Features include Wi-Fi 6, Bluetooth 5.0 and Gigabit Ethernet.Ports include two Thunderbolt 3/USB 4 ports, an HDMI 2.0 port, two USB-A ports and a 3.5mm headphone jack. When using the thunderbolt 3 port, you can drive Apple's Pro Display XDR at a full 6K resolution in addition to a secondary 4K display.

The new Mac Minis start at $699 ($100 less than the previous generation), which includes the eight-core M1 chip, 8GB RAM and 256GB of SSD storage. A maxed-out model, complete with 16GB RAM and 2TB of SSD storage will set you back $1,500.

13" MacBook Pro

The third and final computer to receive the M1 treatment today is the new 13" MacBook Pro. As with the two previous computers, there is effectively zero external differences between this computer and its Intel-powered predecessors. Inside, though, it's a different story.

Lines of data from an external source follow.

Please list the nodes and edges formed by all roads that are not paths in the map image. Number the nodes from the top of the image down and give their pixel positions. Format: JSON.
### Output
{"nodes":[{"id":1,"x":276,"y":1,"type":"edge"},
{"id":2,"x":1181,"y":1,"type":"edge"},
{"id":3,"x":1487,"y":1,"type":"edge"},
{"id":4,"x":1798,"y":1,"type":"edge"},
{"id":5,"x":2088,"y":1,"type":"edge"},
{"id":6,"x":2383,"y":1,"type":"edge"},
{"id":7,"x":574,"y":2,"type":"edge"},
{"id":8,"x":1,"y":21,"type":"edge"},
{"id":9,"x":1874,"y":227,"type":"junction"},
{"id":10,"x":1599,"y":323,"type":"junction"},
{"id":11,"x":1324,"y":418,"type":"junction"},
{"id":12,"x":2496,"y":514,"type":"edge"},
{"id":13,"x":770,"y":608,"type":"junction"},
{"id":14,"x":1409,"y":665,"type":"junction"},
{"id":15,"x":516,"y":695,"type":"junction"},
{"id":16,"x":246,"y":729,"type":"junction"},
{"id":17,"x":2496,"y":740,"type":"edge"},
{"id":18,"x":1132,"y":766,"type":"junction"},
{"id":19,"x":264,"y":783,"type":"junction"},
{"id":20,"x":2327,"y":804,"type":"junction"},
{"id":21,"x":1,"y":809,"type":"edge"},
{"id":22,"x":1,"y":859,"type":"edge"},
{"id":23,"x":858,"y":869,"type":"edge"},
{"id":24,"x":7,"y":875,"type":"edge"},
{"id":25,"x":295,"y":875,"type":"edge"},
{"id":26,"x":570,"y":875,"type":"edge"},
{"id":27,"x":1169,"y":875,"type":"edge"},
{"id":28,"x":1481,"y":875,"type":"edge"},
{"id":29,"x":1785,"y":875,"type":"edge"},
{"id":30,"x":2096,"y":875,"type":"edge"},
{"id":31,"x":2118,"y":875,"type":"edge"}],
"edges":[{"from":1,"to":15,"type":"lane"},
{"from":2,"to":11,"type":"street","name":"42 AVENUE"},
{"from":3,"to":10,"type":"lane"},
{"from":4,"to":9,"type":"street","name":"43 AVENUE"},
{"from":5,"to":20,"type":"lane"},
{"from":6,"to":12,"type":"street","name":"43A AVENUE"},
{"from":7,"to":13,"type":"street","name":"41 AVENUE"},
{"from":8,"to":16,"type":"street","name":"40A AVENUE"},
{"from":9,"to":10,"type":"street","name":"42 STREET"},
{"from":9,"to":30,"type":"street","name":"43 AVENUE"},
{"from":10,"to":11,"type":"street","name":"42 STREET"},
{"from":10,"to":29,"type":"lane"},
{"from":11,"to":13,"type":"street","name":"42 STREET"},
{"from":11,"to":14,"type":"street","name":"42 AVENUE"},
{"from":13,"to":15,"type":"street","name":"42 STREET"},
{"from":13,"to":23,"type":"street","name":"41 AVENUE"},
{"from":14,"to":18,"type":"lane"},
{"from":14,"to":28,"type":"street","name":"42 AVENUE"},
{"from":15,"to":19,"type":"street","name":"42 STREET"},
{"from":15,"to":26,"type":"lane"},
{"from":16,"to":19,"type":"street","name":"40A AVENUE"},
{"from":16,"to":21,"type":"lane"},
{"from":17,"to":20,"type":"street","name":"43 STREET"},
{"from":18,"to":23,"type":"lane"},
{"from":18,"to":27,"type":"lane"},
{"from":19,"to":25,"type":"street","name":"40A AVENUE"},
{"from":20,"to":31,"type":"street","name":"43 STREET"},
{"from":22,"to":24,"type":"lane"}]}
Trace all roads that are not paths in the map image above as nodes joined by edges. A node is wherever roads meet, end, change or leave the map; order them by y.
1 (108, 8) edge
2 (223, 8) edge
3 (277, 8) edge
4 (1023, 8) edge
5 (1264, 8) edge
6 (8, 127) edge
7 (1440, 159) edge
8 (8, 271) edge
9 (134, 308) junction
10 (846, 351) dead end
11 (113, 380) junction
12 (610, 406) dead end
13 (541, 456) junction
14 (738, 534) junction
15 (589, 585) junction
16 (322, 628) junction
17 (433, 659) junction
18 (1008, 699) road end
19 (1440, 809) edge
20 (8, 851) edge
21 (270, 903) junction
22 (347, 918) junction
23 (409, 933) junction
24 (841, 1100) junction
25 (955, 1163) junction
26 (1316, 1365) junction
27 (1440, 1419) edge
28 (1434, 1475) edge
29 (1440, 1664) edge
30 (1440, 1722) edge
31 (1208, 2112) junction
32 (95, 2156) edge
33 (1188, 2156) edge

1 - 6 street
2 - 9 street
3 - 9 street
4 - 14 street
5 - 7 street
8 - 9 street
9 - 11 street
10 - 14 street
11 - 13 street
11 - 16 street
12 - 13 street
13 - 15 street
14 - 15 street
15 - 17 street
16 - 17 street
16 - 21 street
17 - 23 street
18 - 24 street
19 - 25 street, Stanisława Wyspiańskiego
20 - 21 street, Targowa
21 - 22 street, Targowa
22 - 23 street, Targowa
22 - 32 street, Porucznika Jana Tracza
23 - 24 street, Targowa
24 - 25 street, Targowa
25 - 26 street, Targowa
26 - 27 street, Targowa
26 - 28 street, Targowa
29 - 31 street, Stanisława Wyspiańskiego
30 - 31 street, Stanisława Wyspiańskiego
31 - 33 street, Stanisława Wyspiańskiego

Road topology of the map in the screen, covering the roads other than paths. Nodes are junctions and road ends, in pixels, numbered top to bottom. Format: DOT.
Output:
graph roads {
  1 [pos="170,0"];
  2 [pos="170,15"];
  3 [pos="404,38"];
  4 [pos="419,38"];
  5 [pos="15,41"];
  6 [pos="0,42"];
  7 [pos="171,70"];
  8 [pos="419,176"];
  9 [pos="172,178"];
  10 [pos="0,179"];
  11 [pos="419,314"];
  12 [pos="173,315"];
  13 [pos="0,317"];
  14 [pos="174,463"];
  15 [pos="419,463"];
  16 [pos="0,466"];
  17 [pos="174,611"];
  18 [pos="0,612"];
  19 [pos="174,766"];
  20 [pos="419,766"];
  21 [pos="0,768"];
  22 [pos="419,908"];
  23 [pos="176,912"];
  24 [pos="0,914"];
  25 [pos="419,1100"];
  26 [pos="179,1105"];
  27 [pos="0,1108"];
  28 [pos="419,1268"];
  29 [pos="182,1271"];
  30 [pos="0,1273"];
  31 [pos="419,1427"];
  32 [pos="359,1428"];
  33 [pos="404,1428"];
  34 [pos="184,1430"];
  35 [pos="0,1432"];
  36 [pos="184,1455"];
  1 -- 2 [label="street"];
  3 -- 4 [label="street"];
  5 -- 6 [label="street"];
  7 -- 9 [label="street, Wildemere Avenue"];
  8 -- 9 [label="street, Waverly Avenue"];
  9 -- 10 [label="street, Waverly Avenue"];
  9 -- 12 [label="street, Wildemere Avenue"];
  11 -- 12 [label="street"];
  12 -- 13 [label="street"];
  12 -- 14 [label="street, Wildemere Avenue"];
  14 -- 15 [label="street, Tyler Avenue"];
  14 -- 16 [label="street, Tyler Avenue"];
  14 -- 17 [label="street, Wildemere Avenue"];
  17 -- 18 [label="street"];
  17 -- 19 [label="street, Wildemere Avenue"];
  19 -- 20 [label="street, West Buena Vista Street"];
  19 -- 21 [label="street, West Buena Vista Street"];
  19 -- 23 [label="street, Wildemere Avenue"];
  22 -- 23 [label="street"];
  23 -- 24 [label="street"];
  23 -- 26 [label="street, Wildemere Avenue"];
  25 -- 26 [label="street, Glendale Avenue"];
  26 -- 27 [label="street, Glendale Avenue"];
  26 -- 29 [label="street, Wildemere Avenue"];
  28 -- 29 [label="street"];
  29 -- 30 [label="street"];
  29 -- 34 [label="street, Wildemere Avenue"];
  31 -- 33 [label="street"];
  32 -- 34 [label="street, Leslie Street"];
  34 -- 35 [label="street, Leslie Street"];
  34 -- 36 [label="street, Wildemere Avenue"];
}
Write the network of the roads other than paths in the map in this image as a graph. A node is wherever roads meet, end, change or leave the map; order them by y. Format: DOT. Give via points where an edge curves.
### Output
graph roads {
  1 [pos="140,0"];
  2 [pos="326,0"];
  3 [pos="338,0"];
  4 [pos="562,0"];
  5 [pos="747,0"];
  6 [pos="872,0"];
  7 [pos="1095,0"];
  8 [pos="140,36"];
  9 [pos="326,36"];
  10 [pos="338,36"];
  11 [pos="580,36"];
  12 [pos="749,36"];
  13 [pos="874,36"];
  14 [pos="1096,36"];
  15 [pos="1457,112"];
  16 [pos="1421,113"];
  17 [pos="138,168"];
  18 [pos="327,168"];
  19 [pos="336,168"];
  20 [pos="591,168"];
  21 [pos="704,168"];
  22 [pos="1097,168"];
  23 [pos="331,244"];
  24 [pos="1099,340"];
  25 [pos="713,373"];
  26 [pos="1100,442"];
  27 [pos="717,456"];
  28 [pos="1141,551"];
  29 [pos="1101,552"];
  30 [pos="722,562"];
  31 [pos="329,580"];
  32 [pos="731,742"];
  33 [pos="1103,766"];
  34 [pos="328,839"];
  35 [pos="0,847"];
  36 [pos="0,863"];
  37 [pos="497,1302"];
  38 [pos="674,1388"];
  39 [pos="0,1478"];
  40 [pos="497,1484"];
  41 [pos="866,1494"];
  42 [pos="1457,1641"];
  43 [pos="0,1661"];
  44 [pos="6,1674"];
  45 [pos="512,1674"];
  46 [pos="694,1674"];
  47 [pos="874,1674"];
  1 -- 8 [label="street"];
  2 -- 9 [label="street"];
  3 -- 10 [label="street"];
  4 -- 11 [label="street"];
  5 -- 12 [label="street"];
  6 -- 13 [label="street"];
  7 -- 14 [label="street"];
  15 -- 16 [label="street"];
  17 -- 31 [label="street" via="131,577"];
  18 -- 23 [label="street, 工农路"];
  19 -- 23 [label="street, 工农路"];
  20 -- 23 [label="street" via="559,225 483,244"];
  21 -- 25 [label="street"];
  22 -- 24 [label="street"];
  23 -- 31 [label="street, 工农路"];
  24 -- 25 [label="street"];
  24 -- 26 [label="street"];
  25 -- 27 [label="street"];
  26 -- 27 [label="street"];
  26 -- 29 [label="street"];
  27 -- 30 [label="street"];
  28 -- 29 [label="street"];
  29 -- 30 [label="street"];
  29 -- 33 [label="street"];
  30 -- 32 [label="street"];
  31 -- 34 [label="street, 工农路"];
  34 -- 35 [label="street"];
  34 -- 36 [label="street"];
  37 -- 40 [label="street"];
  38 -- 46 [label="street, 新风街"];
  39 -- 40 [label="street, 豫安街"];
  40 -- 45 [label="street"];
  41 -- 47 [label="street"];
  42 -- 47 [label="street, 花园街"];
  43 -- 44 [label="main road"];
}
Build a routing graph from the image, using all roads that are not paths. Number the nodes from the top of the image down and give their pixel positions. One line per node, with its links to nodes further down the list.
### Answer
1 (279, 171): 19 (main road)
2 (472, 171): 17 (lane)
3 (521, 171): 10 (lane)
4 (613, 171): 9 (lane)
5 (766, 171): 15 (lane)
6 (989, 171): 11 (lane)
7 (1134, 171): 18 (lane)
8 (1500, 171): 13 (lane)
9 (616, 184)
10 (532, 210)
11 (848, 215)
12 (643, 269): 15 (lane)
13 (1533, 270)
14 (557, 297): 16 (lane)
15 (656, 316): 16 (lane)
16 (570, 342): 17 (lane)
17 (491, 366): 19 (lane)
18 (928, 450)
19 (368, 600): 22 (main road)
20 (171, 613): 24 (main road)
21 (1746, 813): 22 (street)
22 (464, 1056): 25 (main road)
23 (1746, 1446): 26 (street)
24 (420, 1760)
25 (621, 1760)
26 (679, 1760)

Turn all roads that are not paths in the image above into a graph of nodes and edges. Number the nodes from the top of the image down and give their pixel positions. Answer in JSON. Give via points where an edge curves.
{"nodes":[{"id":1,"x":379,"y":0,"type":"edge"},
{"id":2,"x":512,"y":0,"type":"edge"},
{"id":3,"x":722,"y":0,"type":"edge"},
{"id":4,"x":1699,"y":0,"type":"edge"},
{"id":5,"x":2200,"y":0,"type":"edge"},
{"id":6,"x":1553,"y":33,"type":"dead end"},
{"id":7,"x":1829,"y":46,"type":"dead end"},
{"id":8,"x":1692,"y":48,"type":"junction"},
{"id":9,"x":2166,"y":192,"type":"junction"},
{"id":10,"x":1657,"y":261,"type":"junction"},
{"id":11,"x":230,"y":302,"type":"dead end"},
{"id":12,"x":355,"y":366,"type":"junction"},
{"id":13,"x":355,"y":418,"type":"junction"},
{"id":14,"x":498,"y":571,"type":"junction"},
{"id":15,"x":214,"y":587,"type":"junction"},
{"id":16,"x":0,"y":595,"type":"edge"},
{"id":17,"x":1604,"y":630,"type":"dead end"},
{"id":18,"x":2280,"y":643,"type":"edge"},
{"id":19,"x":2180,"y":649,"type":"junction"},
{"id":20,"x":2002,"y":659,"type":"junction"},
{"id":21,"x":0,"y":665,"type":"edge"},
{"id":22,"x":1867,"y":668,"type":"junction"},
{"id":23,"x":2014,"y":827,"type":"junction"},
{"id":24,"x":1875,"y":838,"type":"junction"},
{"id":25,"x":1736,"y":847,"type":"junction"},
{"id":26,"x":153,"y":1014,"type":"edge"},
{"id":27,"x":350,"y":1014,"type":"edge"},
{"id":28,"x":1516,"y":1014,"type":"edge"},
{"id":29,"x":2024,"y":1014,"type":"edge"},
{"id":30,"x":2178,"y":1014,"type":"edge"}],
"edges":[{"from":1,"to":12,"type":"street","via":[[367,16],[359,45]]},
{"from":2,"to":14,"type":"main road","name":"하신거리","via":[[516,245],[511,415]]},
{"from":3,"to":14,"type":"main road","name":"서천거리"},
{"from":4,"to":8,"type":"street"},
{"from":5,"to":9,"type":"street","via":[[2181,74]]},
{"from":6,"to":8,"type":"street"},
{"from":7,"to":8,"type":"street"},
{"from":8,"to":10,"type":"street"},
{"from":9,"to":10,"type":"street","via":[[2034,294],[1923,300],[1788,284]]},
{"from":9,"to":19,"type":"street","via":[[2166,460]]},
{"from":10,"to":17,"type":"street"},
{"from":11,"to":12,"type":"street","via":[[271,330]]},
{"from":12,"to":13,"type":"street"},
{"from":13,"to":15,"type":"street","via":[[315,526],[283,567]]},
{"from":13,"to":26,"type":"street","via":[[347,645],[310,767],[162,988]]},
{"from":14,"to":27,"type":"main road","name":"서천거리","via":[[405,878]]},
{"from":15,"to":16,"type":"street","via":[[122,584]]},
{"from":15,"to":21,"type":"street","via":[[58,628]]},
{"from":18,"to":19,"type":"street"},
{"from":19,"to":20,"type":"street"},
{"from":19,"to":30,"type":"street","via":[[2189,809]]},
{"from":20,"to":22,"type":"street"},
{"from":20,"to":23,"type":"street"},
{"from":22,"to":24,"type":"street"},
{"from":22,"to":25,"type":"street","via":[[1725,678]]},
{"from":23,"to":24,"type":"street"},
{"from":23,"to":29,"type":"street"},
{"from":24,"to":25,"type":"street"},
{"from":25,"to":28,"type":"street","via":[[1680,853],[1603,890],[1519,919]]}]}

As with the Mac Mini, Apple refrains from spouting the frequencies of the new M1 chip inside the 13" MacBook Pro, opting instead to gauge its performance based on its Intel-powered predecessor. Based on that, Apple claims the new 13" MacBook Pro offers 2.8x faster processor performance, 5x the graphics performance and 11x the machine learning performance. Unlike the new MacBook Air, which relies exclusively on passive cooling, the new 13" MacBook Pro keeps its fans, which means you should be able to push the performance of the M1 chip even further when battery life isn't an issue.

Speaking of battery life, Apple says the new 12" MacBook Pro offers up to 17 hours of web browsing and 20 hours of video playback on a single charge—that's roughly 10 hours more than Apple's previous Intel-powered MacBook Pros.

Other specifications include Wi-Fi 6, Bluetooth 5.0, Touch ID, a 720p FaceTime camera (again, really, Apple?), P3 wide color gamut support and an upgraded three-microphone array. Ports include two Thunderbolt 3/USB 4 ports and a 3.5mm headphone jack. Like the Mac Mini, the new 13" MacBook Pro can power Apple's Pro Display XDR at its full 6k resolution.

The new 13" MacBook Pro starts at $1,300 with the eight-core M1 chip, 8GB RAM and 256GB of SSD storage. A maxed-out model with 16GB RAM and 2TB of SSD storage will set you back $2,300.

It's worth noting that both the Mac Mini and 13" MacBook Pro can still be purchased with Intel processors, if you're not ready to make the jump to Apple silicon yet. The MacBook Air, however, is now exclusively powered by Apple's M1 SoC.